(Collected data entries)
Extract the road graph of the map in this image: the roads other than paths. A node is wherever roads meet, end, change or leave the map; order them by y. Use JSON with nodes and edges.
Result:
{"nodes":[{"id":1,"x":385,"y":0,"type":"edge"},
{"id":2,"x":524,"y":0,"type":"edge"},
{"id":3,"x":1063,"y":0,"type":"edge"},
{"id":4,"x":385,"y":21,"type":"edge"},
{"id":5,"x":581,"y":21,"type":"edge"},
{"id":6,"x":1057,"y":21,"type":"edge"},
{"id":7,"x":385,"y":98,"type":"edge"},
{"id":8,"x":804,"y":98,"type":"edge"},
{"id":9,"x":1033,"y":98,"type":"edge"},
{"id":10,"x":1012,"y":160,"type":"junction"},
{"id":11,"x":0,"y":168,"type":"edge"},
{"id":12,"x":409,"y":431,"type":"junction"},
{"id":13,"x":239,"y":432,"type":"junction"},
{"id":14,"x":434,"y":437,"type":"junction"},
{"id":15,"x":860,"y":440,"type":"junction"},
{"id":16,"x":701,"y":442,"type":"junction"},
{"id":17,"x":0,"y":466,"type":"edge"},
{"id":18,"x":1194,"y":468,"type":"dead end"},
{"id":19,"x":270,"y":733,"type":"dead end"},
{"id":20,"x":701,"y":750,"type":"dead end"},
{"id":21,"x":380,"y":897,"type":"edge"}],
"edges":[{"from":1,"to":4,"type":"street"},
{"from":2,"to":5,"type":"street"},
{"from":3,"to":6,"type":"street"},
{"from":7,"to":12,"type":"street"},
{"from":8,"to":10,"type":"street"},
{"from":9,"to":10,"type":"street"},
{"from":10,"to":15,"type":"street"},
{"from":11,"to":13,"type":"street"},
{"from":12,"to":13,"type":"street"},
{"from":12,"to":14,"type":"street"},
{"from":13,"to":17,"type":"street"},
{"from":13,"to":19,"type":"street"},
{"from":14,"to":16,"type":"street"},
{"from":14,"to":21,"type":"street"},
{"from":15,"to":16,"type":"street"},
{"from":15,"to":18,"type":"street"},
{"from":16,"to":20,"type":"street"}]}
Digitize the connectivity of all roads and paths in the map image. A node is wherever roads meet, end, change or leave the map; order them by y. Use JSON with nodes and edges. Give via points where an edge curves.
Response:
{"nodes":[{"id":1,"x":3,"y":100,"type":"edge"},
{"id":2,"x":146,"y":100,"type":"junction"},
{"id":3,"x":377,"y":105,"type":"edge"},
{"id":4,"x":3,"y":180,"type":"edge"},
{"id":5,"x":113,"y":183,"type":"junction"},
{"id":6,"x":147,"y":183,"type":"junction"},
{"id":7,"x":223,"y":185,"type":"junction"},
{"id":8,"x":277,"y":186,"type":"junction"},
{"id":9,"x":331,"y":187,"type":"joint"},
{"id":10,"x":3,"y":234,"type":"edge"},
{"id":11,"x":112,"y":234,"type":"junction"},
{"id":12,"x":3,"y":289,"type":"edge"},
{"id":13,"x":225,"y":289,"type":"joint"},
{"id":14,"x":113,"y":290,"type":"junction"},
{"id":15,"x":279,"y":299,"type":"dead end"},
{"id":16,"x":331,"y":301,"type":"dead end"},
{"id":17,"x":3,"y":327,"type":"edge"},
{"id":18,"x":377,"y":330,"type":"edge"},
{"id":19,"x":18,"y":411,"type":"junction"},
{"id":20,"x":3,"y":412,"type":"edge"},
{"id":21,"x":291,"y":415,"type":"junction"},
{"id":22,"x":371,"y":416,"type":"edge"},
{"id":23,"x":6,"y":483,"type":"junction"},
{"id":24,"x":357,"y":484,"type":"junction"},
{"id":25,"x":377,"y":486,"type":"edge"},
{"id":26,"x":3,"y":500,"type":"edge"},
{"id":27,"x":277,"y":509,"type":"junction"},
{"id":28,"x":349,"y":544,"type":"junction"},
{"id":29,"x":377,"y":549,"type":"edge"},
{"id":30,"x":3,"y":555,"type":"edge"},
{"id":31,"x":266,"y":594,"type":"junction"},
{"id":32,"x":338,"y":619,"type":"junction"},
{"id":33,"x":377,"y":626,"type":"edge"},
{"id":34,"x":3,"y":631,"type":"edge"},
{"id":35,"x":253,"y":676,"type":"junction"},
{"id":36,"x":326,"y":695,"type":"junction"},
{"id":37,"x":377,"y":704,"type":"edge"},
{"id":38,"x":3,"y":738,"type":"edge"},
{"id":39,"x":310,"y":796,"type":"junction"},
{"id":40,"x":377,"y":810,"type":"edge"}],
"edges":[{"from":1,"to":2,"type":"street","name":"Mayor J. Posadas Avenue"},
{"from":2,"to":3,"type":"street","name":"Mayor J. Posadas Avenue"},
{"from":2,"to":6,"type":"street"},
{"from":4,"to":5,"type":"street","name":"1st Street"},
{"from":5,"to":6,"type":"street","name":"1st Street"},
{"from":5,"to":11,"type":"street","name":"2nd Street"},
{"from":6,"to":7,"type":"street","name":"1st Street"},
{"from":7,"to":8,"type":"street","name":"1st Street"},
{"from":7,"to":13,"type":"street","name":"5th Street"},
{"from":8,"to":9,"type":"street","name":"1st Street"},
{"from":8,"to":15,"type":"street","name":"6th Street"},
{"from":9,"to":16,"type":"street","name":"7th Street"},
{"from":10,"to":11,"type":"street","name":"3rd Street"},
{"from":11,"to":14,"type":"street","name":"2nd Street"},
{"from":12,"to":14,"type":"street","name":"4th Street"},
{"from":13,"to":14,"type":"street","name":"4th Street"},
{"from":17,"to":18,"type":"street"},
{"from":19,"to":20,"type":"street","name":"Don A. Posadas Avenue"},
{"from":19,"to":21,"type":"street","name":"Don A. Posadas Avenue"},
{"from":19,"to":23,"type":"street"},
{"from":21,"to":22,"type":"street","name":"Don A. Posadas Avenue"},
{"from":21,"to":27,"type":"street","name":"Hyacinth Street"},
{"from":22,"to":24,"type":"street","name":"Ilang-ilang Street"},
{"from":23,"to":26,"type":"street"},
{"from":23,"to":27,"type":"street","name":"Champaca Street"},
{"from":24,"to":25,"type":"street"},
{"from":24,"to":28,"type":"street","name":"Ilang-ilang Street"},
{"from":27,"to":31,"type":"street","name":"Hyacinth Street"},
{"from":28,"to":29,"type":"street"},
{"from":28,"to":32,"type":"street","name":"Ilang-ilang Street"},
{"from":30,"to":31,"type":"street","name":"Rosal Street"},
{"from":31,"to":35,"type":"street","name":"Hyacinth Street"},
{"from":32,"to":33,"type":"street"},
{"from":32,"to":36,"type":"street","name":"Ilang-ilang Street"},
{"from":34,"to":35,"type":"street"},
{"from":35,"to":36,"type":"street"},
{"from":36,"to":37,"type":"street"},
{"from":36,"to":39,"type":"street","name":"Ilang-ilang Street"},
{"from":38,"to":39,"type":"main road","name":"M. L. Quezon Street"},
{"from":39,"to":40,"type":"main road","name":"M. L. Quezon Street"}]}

WHAT TO WORK ON: Each record shown above must be reproduced exactly.

EXERCISE RESULT:
Extract the road graph of the map in this image: the roads other than paths. A node is wherever roads meet, end, change or leave the map; order them by y. Use JSON with nodes and edges.
Result:
{"nodes":[{"id":1,"x":385,"y":0,"type":"edge"},
{"id":2,"x":524,"y":0,"type":"edge"},
{"id":3,"x":1063,"y":0,"type":"edge"},
{"id":4,"x":385,"y":21,"type":"edge"},
{"id":5,"x":581,"y":21,"type":"edge"},
{"id":6,"x":1057,"y":21,"type":"edge"},
{"id":7,"x":385,"y":98,"type":"edge"},
{"id":8,"x":804,"y":98,"type":"edge"},
{"id":9,"x":1033,"y":98,"type":"edge"},
{"id":10,"x":1012,"y":160,"type":"junction"},
{"id":11,"x":0,"y":168,"type":"edge"},
{"id":12,"x":409,"y":431,"type":"junction"},
{"id":13,"x":239,"y":432,"type":"junction"},
{"id":14,"x":434,"y":437,"type":"junction"},
{"id":15,"x":860,"y":440,"type":"junction"},
{"id":16,"x":701,"y":442,"type":"junction"},
{"id":17,"x":0,"y":466,"type":"edge"},
{"id":18,"x":1194,"y":468,"type":"dead end"},
{"id":19,"x":270,"y":733,"type":"dead end"},
{"id":20,"x":701,"y":750,"type":"dead end"},
{"id":21,"x":380,"y":897,"type":"edge"}],
"edges":[{"from":1,"to":4,"type":"street"},
{"from":2,"to":5,"type":"street"},
{"from":3,"to":6,"type":"street"},
{"from":7,"to":12,"type":"street"},
{"from":8,"to":10,"type":"street"},
{"from":9,"to":10,"type":"street"},
{"from":10,"to":15,"type":"street"},
{"from":11,"to":13,"type":"street"},
{"from":12,"to":13,"type":"street"},
{"from":12,"to":14,"type":"street"},
{"from":13,"to":17,"type":"street"},
{"from":13,"to":19,"type":"street"},
{"from":14,"to":16,"type":"street"},
{"from":14,"to":21,"type":"street"},
{"from":15,"to":16,"type":"street"},
{"from":15,"to":18,"type":"street"},
{"from":16,"to":20,"type":"street"}]}
Digitize the connectivity of all roads and paths in the map image. A node is wherever roads meet, end, change or leave the map; order them by y. Use JSON with nodes and edges. Give via points where an edge curves.
Response:
{"nodes":[{"id":1,"x":3,"y":100,"type":"edge"},
{"id":2,"x":146,"y":100,"type":"junction"},
{"id":3,"x":377,"y":105,"type":"edge"},
{"id":4,"x":3,"y":180,"type":"edge"},
{"id":5,"x":113,"y":183,"type":"junction"},
{"id":6,"x":147,"y":183,"type":"junction"},
{"id":7,"x":223,"y":185,"type":"junction"},
{"id":8,"x":277,"y":186,"type":"junction"},
{"id":9,"x":331,"y":187,"type":"joint"},
{"id":10,"x":3,"y":234,"type":"edge"},
{"id":11,"x":112,"y":234,"type":"junction"},
{"id":12,"x":3,"y":289,"type":"edge"},
{"id":13,"x":225,"y":289,"type":"joint"},
{"id":14,"x":113,"y":290,"type":"junction"},
{"id":15,"x":279,"y":299,"type":"dead end"},
{"id":16,"x":331,"y":301,"type":"dead end"},
{"id":17,"x":3,"y":327,"type":"edge"},
{"id":18,"x":377,"y":330,"type":"edge"},
{"id":19,"x":18,"y":411,"type":"junction"},
{"id":20,"x":3,"y":412,"type":"edge"},
{"id":21,"x":291,"y":415,"type":"junction"},
{"id":22,"x":371,"y":416,"type":"edge"},
{"id":23,"x":6,"y":483,"type":"junction"},
{"id":24,"x":357,"y":484,"type":"junction"},
{"id":25,"x":377,"y":486,"type":"edge"},
{"id":26,"x":3,"y":500,"type":"edge"},
{"id":27,"x":277,"y":509,"type":"junction"},
{"id":28,"x":349,"y":544,"type":"junction"},
{"id":29,"x":377,"y":549,"type":"edge"},
{"id":30,"x":3,"y":555,"type":"edge"},
{"id":31,"x":266,"y":594,"type":"junction"},
{"id":32,"x":338,"y":619,"type":"junction"},
{"id":33,"x":377,"y":626,"type":"edge"},
{"id":34,"x":3,"y":631,"type":"edge"},
{"id":35,"x":253,"y":676,"type":"junction"},
{"id":36,"x":326,"y":695,"type":"junction"},
{"id":37,"x":377,"y":704,"type":"edge"},
{"id":38,"x":3,"y":738,"type":"edge"},
{"id":39,"x":310,"y":796,"type":"junction"},
{"id":40,"x":377,"y":810,"type":"edge"}],
"edges":[{"from":1,"to":2,"type":"street","name":"Mayor J. Posadas Avenue"},
{"from":2,"to":3,"type":"street","name":"Mayor J. Posadas Avenue"},
{"from":2,"to":6,"type":"street"},
{"from":4,"to":5,"type":"street","name":"1st Street"},
{"from":5,"to":6,"type":"street","name":"1st Street"},
{"from":5,"to":11,"type":"street","name":"2nd Street"},
{"from":6,"to":7,"type":"street","name":"1st Street"},
{"from":7,"to":8,"type":"street","name":"1st Street"},
{"from":7,"to":13,"type":"street","name":"5th Street"},
{"from":8,"to":9,"type":"street","name":"1st Street"},
{"from":8,"to":15,"type":"street","name":"6th Street"},
{"from":9,"to":16,"type":"street","name":"7th Street"},
{"from":10,"to":11,"type":"street","name":"3rd Street"},
{"from":11,"to":14,"type":"street","name":"2nd Street"},
{"from":12,"to":14,"type":"street","name":"4th Street"},
{"from":13,"to":14,"type":"street","name":"4th Street"},
{"from":17,"to":18,"type":"street"},
{"from":19,"to":20,"type":"street","name":"Don A. Posadas Avenue"},
{"from":19,"to":21,"type":"street","name":"Don A. Posadas Avenue"},
{"from":19,"to":23,"type":"street"},
{"from":21,"to":22,"type":"street","name":"Don A. Posadas Avenue"},
{"from":21,"to":27,"type":"street","name":"Hyacinth Street"},
{"from":22,"to":24,"type":"street","name":"Ilang-ilang Street"},
{"from":23,"to":26,"type":"street"},
{"from":23,"to":27,"type":"street","name":"Champaca Street"},
{"from":24,"to":25,"type":"street"},
{"from":24,"to":28,"type":"street","name":"Ilang-ilang Street"},
{"from":27,"to":31,"type":"street","name":"Hyacinth Street"},
{"from":28,"to":29,"type":"street"},
{"from":28,"to":32,"type":"street","name":"Ilang-ilang Street"},
{"from":30,"to":31,"type":"street","name":"Rosal Street"},
{"from":31,"to":35,"type":"street","name":"Hyacinth Street"},
{"from":32,"to":33,"type":"street"},
{"from":32,"to":36,"type":"street","name":"Ilang-ilang Street"},
{"from":34,"to":35,"type":"street"},
{"from":35,"to":36,"type":"street"},
{"from":36,"to":37,"type":"street"},
{"from":36,"to":39,"type":"street","name":"Ilang-ilang Street"},
{"from":38,"to":39,"type":"main road","name":"M. L. Quezon Street"},
{"from":39,"to":40,"type":"main road","name":"M. L. Quezon Street"}]}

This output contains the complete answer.